_INFORMATION PROVIDED_
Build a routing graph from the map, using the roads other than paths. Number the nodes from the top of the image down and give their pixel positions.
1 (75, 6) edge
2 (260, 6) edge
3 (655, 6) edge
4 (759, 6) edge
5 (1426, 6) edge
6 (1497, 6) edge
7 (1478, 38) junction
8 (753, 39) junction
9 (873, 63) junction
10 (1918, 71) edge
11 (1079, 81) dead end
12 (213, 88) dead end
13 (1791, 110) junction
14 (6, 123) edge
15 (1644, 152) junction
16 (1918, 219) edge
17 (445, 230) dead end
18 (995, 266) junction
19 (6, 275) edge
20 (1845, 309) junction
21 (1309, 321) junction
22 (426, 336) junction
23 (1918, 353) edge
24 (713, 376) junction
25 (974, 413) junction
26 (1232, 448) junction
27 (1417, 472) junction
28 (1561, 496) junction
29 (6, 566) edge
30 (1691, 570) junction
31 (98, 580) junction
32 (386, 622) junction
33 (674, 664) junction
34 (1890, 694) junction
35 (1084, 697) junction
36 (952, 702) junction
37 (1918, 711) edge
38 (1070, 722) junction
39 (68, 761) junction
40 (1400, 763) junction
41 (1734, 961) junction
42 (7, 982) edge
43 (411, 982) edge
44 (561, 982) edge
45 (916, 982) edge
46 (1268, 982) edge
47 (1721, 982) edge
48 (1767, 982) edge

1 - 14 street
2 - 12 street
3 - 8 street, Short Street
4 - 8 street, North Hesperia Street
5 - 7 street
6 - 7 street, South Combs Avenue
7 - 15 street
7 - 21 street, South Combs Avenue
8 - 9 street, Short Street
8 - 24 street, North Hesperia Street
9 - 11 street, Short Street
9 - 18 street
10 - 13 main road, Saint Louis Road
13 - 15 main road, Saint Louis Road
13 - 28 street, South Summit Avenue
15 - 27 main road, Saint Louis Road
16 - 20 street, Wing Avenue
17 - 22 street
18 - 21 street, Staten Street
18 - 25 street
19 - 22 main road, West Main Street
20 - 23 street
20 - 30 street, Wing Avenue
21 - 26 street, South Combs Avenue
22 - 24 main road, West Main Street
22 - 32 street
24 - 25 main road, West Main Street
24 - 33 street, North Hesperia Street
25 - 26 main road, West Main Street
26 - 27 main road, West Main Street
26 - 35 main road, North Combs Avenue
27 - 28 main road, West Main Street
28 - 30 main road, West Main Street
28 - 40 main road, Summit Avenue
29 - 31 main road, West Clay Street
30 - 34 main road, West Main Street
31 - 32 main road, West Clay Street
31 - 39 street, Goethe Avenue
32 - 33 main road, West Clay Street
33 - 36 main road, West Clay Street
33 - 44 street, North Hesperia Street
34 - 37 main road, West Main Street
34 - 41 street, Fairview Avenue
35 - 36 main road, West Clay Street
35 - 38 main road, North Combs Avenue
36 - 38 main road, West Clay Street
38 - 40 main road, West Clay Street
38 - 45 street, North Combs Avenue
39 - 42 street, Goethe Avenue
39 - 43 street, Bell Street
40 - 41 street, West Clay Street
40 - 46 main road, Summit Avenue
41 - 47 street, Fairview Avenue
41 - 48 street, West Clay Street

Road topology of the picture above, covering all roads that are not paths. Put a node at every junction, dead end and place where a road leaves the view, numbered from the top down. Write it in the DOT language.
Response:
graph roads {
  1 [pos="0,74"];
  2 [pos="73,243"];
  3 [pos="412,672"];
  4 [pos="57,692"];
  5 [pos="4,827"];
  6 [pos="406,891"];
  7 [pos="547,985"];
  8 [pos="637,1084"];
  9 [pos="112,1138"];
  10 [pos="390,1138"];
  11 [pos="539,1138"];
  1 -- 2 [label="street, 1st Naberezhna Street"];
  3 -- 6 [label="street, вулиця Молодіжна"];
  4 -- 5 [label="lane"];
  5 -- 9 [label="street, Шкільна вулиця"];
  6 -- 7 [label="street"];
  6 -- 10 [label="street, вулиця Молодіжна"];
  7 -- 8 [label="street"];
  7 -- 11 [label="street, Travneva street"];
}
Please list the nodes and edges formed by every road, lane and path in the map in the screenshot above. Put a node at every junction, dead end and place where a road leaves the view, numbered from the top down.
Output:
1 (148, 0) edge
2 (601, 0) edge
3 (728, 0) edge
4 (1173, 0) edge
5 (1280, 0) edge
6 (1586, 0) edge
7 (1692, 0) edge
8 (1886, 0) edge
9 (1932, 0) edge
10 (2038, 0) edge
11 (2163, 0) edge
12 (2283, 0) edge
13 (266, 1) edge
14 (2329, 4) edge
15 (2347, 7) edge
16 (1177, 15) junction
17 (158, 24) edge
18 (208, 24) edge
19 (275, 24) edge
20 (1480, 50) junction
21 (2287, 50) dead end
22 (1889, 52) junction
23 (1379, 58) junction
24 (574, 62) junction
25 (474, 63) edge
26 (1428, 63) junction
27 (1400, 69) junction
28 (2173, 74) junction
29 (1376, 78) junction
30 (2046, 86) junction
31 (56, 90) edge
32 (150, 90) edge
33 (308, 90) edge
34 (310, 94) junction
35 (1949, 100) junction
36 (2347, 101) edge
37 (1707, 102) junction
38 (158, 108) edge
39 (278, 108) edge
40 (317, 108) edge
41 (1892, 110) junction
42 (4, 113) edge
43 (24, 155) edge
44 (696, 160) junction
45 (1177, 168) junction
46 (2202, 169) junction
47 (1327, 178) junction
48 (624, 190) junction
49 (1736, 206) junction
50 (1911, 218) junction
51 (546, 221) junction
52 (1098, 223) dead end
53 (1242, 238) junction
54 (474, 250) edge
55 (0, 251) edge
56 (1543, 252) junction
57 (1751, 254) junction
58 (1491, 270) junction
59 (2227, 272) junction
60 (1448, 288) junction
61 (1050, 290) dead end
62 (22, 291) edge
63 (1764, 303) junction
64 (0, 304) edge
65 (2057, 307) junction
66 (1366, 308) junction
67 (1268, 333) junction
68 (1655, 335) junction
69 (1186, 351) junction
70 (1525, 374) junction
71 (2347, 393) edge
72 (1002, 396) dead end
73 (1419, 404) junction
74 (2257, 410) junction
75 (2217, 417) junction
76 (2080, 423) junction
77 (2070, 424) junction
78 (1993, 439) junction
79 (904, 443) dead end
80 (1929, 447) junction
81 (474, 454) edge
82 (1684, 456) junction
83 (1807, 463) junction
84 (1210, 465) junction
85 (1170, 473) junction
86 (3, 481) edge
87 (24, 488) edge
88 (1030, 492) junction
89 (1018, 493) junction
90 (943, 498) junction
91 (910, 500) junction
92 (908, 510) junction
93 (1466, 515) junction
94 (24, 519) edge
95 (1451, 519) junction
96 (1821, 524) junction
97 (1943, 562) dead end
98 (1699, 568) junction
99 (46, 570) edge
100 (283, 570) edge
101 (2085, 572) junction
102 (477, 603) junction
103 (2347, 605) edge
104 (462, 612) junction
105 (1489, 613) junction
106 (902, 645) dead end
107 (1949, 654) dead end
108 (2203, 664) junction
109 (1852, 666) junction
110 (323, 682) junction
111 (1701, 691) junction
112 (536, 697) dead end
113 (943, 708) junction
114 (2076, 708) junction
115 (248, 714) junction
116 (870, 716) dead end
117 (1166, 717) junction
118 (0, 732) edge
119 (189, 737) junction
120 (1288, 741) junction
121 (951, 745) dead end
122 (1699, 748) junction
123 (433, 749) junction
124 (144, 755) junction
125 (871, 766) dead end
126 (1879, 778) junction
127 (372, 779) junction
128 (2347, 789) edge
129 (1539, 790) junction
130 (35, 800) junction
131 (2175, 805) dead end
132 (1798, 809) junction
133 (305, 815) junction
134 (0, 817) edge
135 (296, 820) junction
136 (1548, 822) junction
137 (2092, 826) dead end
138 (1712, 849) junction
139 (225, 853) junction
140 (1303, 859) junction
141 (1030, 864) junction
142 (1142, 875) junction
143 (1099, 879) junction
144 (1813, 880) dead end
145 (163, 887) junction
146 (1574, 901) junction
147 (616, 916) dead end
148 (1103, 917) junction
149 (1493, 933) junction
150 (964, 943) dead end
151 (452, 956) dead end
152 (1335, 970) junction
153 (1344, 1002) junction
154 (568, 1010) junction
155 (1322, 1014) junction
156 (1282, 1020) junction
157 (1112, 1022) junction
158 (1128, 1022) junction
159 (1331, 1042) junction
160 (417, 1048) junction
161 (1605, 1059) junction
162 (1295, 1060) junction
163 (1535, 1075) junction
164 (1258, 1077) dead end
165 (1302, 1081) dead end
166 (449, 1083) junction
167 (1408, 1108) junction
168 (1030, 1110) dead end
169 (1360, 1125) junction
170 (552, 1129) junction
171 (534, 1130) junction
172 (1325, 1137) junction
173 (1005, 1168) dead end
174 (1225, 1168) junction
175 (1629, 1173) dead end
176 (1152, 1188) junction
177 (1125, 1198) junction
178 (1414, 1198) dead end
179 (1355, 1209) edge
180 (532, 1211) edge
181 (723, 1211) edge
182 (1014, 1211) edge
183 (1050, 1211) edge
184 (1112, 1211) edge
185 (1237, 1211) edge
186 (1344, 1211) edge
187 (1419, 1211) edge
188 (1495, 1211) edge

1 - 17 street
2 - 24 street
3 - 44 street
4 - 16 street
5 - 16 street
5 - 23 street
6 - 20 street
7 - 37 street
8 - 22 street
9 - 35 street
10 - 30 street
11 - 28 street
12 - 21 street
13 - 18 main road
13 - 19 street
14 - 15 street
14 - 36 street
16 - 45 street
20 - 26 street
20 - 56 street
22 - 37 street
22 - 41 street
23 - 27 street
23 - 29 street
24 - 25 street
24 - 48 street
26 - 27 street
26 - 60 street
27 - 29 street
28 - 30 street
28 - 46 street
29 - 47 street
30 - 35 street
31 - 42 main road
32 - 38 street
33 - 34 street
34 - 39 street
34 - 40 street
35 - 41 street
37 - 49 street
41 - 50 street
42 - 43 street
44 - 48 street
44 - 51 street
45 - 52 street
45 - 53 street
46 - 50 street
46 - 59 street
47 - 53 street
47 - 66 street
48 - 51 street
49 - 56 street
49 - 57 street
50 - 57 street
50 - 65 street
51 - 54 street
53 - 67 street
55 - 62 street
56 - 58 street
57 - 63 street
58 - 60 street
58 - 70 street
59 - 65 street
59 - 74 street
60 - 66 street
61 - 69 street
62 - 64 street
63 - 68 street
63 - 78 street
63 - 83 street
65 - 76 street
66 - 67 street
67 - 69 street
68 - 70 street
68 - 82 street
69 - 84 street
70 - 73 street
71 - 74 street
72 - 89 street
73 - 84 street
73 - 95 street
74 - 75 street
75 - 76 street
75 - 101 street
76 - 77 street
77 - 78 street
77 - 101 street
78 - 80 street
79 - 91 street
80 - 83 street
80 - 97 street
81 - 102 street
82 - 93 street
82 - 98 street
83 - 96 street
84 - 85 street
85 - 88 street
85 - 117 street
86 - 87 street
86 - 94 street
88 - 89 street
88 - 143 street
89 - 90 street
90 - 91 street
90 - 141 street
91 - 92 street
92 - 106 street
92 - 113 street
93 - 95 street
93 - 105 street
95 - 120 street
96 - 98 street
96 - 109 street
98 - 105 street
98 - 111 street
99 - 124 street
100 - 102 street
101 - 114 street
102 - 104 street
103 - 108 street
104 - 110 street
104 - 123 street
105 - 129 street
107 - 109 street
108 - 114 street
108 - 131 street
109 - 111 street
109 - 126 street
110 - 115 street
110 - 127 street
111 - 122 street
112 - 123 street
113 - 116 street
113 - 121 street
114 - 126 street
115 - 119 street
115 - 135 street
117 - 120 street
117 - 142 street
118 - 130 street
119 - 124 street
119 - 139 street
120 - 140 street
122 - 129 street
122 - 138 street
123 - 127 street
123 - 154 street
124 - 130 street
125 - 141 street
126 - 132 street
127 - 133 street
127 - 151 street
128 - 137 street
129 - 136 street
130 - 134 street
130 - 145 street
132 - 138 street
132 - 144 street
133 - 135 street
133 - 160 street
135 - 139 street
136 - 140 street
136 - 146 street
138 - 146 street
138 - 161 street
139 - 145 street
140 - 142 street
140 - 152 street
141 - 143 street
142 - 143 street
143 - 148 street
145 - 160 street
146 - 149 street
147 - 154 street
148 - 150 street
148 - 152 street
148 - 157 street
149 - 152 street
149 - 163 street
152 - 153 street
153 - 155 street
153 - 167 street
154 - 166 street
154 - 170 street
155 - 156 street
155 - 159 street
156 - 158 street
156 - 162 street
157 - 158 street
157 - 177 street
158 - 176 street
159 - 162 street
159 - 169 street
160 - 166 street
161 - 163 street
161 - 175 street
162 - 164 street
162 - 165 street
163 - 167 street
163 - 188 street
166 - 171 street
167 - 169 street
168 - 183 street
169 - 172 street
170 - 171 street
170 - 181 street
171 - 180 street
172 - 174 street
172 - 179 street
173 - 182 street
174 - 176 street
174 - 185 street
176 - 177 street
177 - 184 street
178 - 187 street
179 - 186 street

_EXERCISE DETAILS_
In the material above, how many lines include the word "every"? State that number alone.

_SOLUTION_
2